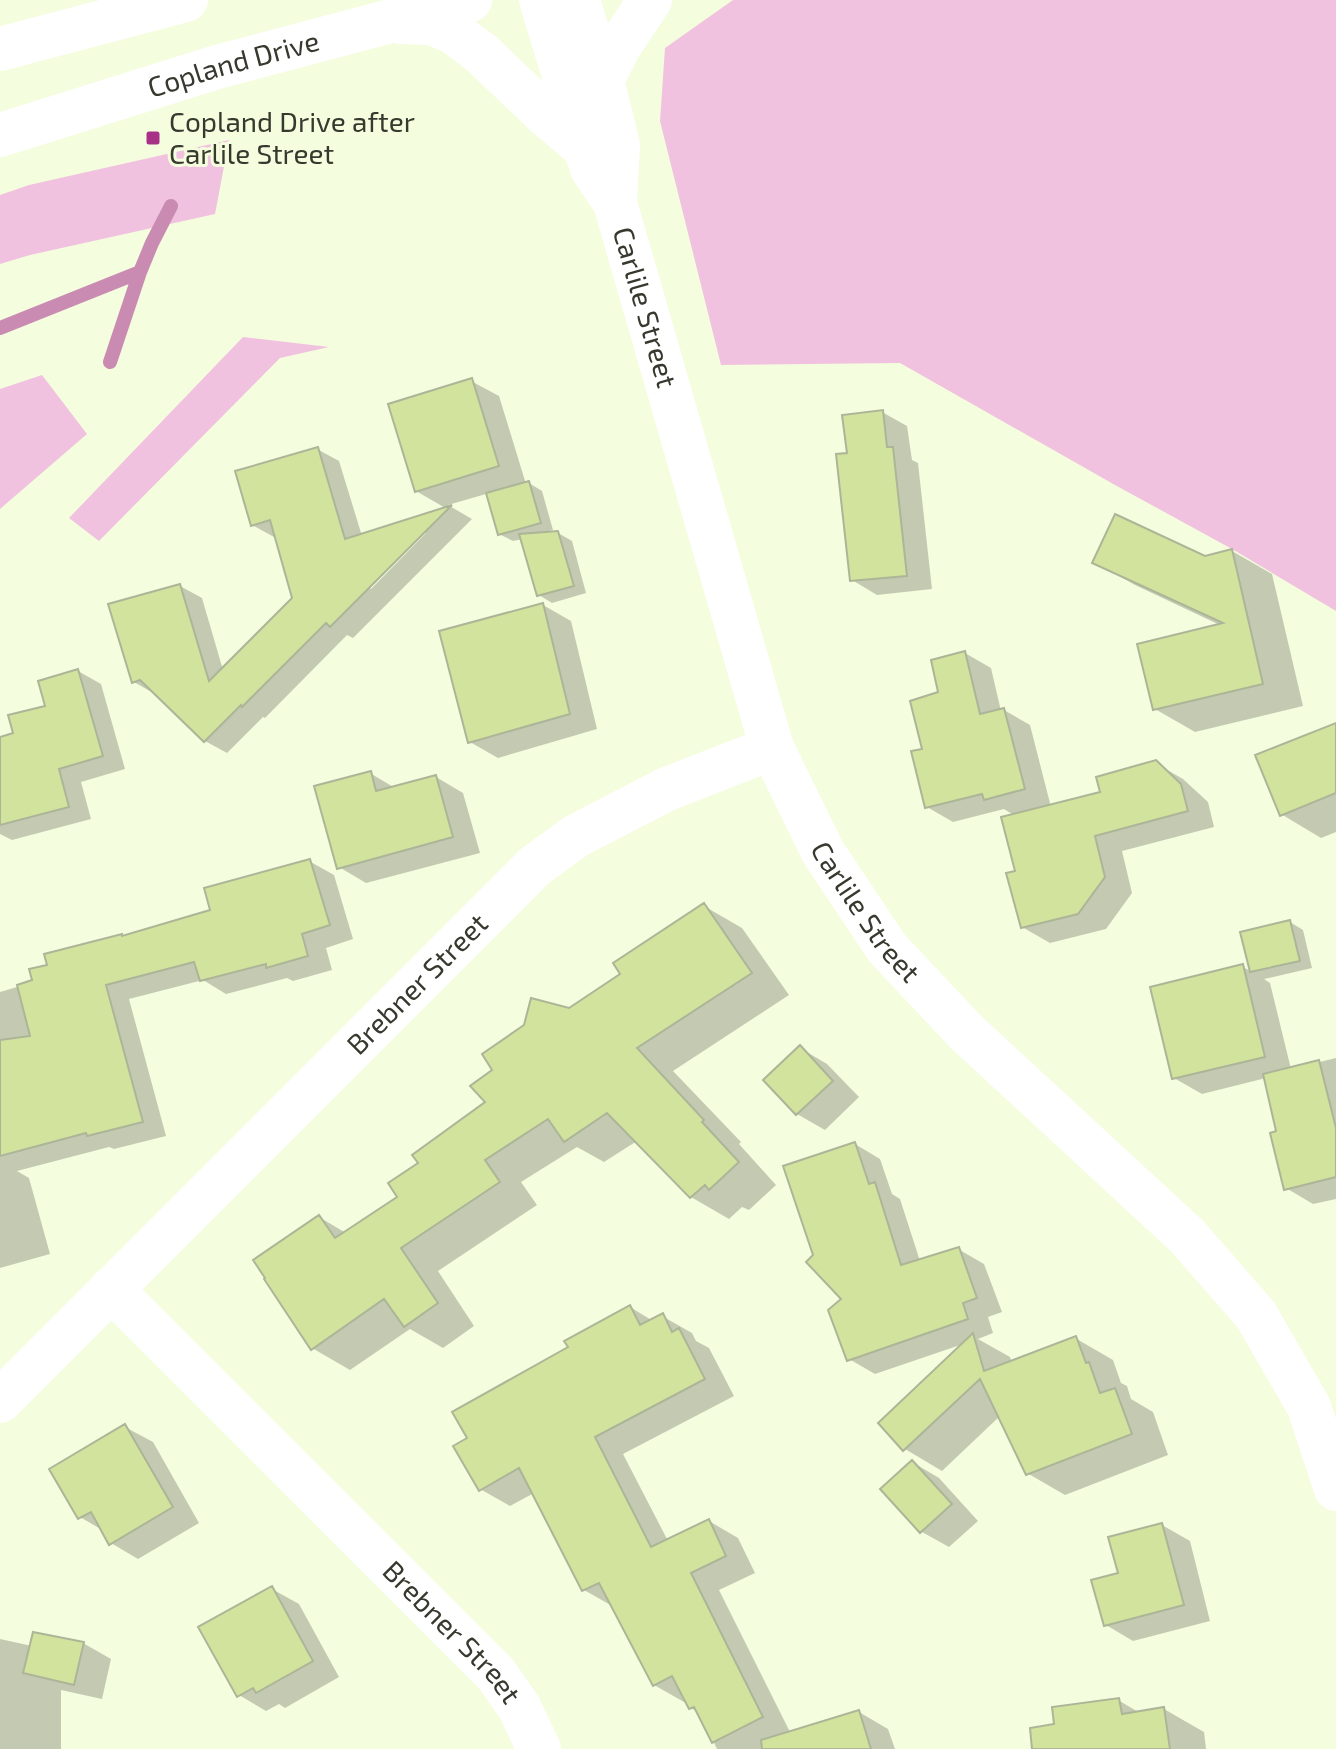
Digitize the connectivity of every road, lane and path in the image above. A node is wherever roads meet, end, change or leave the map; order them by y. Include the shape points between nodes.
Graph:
1 (186, 0) edge
2 (470, 0) edge
3 (541, 0) edge
4 (578, 0) edge
5 (650, 0) edge
6 (389, 21) junction
7 (0, 49) edge
8 (602, 80) junction
9 (0, 135) edge
10 (585, 148) junction
11 (615, 203) junction
12 (772, 748) junction
13 (111, 1289) junction
14 (0, 1401) edge
15 (1336, 1489) edge
16 (539, 1749) edge

1 - 7 street
2 - 6 street, Copland Drive
3 - 10 street, Carlile Street
4 - 8 street, Carlile Street
5 - 8 street
6 - 9 street, Copland Drive via 217,67
6 - 10 street via 431,23 453,32
8 - 11 street, Carlile Street via 618,145
10 - 11 street, Carlile Street
11 - 12 street, Carlile Street
12 - 13 street, Brebner Street via 667,789 576,836 535,866
12 - 15 street, Carlile Street via 823,852 887,948 966,1032 1187,1236 1256,1315 1309,1407
13 - 14 street, Brebner Street
13 - 16 street, Brebner Street via 496,1674

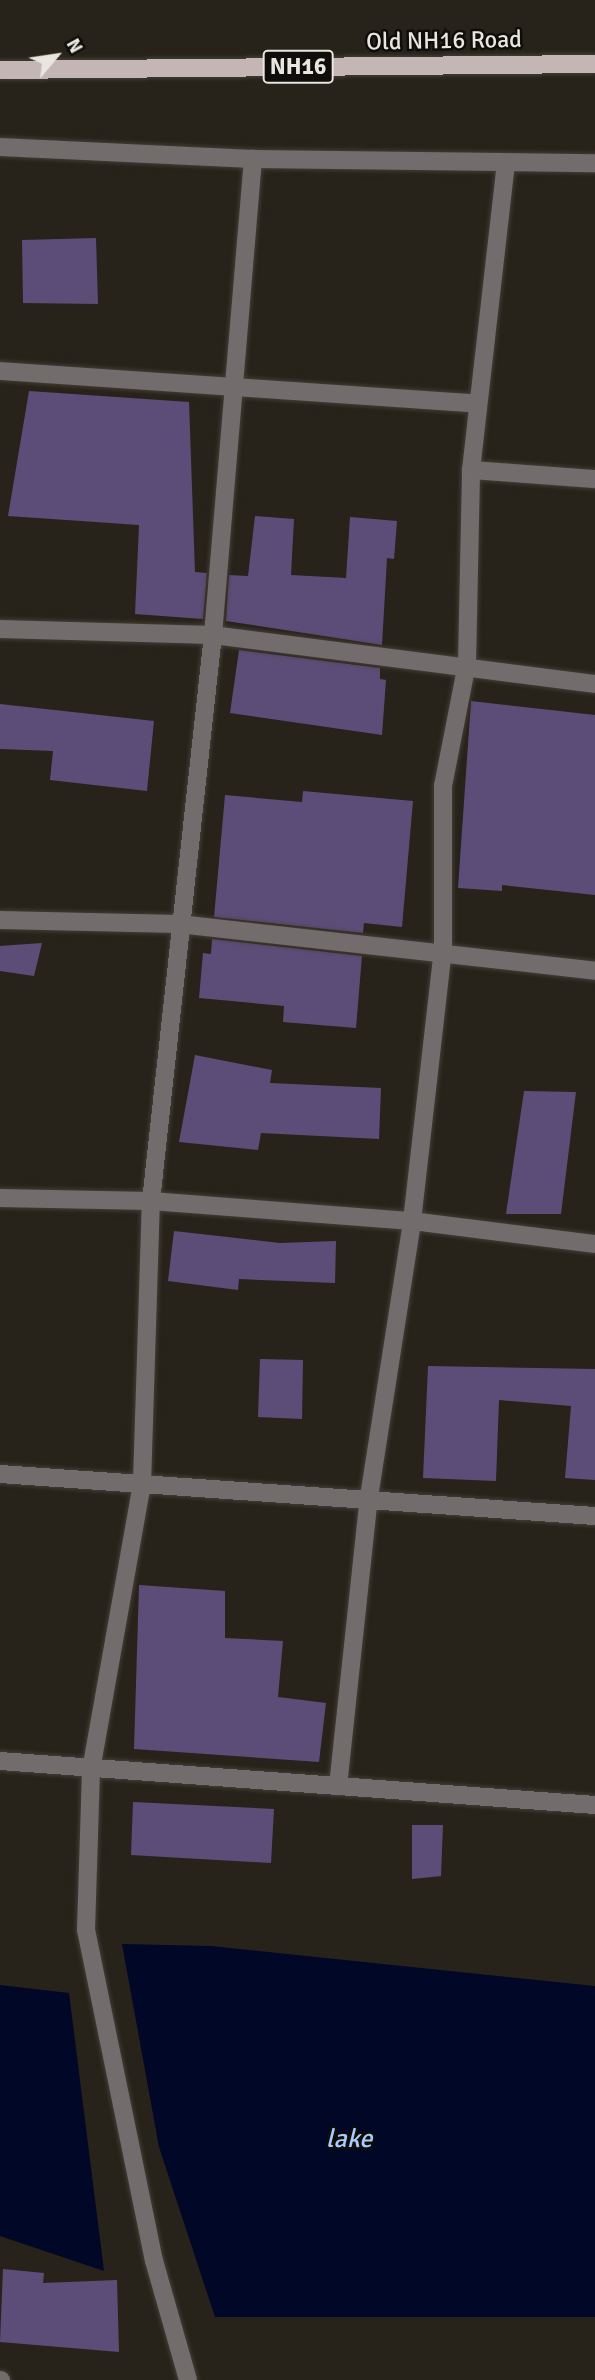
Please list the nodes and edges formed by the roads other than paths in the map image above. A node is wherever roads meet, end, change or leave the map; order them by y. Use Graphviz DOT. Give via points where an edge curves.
graph roads {
  1 [pos="595,64"];
  2 [pos="0,70"];
  3 [pos="0,146"];
  4 [pos="253,159"];
  5 [pos="595,163"];
  6 [pos="506,164"];
  7 [pos="0,371"];
  8 [pos="232,387"];
  9 [pos="478,404"];
  10 [pos="471,470"];
  11 [pos="595,479"];
  12 [pos="0,629"];
  13 [pos="213,635"];
  14 [pos="467,664"];
  15 [pos="595,684"];
  16 [pos="0,920"];
  17 [pos="179,925"];
  18 [pos="443,951"];
  19 [pos="595,971"];
  20 [pos="0,1198"];
  21 [pos="151,1201"];
  22 [pos="412,1222"];
  23 [pos="595,1244"];
  24 [pos="0,1474"];
  25 [pos="142,1484"];
  26 [pos="369,1497"];
  27 [pos="595,1516"];
  28 [pos="0,1761"];
  29 [pos="91,1770"];
  30 [pos="338,1786"];
  31 [pos="595,1805"];
  32 [pos="188,2380"];
  1 -- 2 [label="main road, Old NH16 Road / NH16"];
  3 -- 4 [label="street"];
  4 -- 6 [label="street"];
  4 -- 8 [label="street"];
  5 -- 6 [label="street"];
  6 -- 9 [label="street"];
  7 -- 8 [label="street"];
  8 -- 9 [label="street"];
  8 -- 13 [label="street"];
  9 -- 10 [label="street"];
  10 -- 11 [label="street"];
  10 -- 14 [label="street"];
  12 -- 13 [label="street"];
  13 -- 14 [label="street"];
  13 -- 17 [label="street"];
  14 -- 15 [label="street"];
  14 -- 18 [label="street" via="443,786"];
  16 -- 17 [label="street"];
  17 -- 18 [label="street"];
  17 -- 21 [label="street"];
  18 -- 19 [label="street"];
  18 -- 22 [label="street"];
  20 -- 21 [label="street"];
  21 -- 22 [label="street"];
  21 -- 25 [label="street"];
  22 -- 23 [label="street"];
  22 -- 26 [label="street"];
  24 -- 25 [label="street"];
  25 -- 26 [label="street"];
  25 -- 29 [label="street"];
  26 -- 27 [label="street"];
  26 -- 30 [label="street"];
  28 -- 29 [label="street"];
  29 -- 30 [label="street"];
  29 -- 32 [label="street" via="86,1930 154,2261"];
  30 -- 31 [label="street"];
}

::::::::

**Work instruction:**
Return an exact transcription of the entries above, excluding each image.

**Output for this exercise:**
Digitize the connectivity of every road, lane and path in the image above. A node is wherever roads meet, end, change or leave the map; order them by y. Include the shape points between nodes.
Graph:
1 (186, 0) edge
2 (470, 0) edge
3 (541, 0) edge
4 (578, 0) edge
5 (650, 0) edge
6 (389, 21) junction
7 (0, 49) edge
8 (602, 80) junction
9 (0, 135) edge
10 (585, 148) junction
11 (615, 203) junction
12 (772, 748) junction
13 (111, 1289) junction
14 (0, 1401) edge
15 (1336, 1489) edge
16 (539, 1749) edge

1 - 7 street
2 - 6 street, Copland Drive
3 - 10 street, Carlile Street
4 - 8 street, Carlile Street
5 - 8 street
6 - 9 street, Copland Drive via 217,67
6 - 10 street via 431,23 453,32
8 - 11 street, Carlile Street via 618,145
10 - 11 street, Carlile Street
11 - 12 street, Carlile Street
12 - 13 street, Brebner Street via 667,789 576,836 535,866
12 - 15 street, Carlile Street via 823,852 887,948 966,1032 1187,1236 1256,1315 1309,1407
13 - 14 street, Brebner Street
13 - 16 street, Brebner Street via 496,1674

Please list the nodes and edges formed by the roads other than paths in the map image above. A node is wherever roads meet, end, change or leave the map; order them by y. Use Graphviz DOT. Give via points where an edge curves.
graph roads {
  1 [pos="595,64"];
  2 [pos="0,70"];
  3 [pos="0,146"];
  4 [pos="253,159"];
  5 [pos="595,163"];
  6 [pos="506,164"];
  7 [pos="0,371"];
  8 [pos="232,387"];
  9 [pos="478,404"];
  10 [pos="471,470"];
  11 [pos="595,479"];
  12 [pos="0,629"];
  13 [pos="213,635"];
  14 [pos="467,664"];
  15 [pos="595,684"];
  16 [pos="0,920"];
  17 [pos="179,925"];
  18 [pos="443,951"];
  19 [pos="595,971"];
  20 [pos="0,1198"];
  21 [pos="151,1201"];
  22 [pos="412,1222"];
  23 [pos="595,1244"];
  24 [pos="0,1474"];
  25 [pos="142,1484"];
  26 [pos="369,1497"];
  27 [pos="595,1516"];
  28 [pos="0,1761"];
  29 [pos="91,1770"];
  30 [pos="338,1786"];
  31 [pos="595,1805"];
  32 [pos="188,2380"];
  1 -- 2 [label="main road, Old NH16 Road / NH16"];
  3 -- 4 [label="street"];
  4 -- 6 [label="street"];
  4 -- 8 [label="street"];
  5 -- 6 [label="street"];
  6 -- 9 [label="street"];
  7 -- 8 [label="street"];
  8 -- 9 [label="street"];
  8 -- 13 [label="street"];
  9 -- 10 [label="street"];
  10 -- 11 [label="street"];
  10 -- 14 [label="street"];
  12 -- 13 [label="street"];
  13 -- 14 [label="street"];
  13 -- 17 [label="street"];
  14 -- 15 [label="street"];
  14 -- 18 [label="street" via="443,786"];
  16 -- 17 [label="street"];
  17 -- 18 [label="street"];
  17 -- 21 [label="street"];
  18 -- 19 [label="street"];
  18 -- 22 [label="street"];
  20 -- 21 [label="street"];
  21 -- 22 [label="street"];
  21 -- 25 [label="street"];
  22 -- 23 [label="street"];
  22 -- 26 [label="street"];
  24 -- 25 [label="street"];
  25 -- 26 [label="street"];
  25 -- 29 [label="street"];
  26 -- 27 [label="street"];
  26 -- 30 [label="street"];
  28 -- 29 [label="street"];
  29 -- 30 [label="street"];
  29 -- 32 [label="street" via="86,1930 154,2261"];
  30 -- 31 [label="street"];
}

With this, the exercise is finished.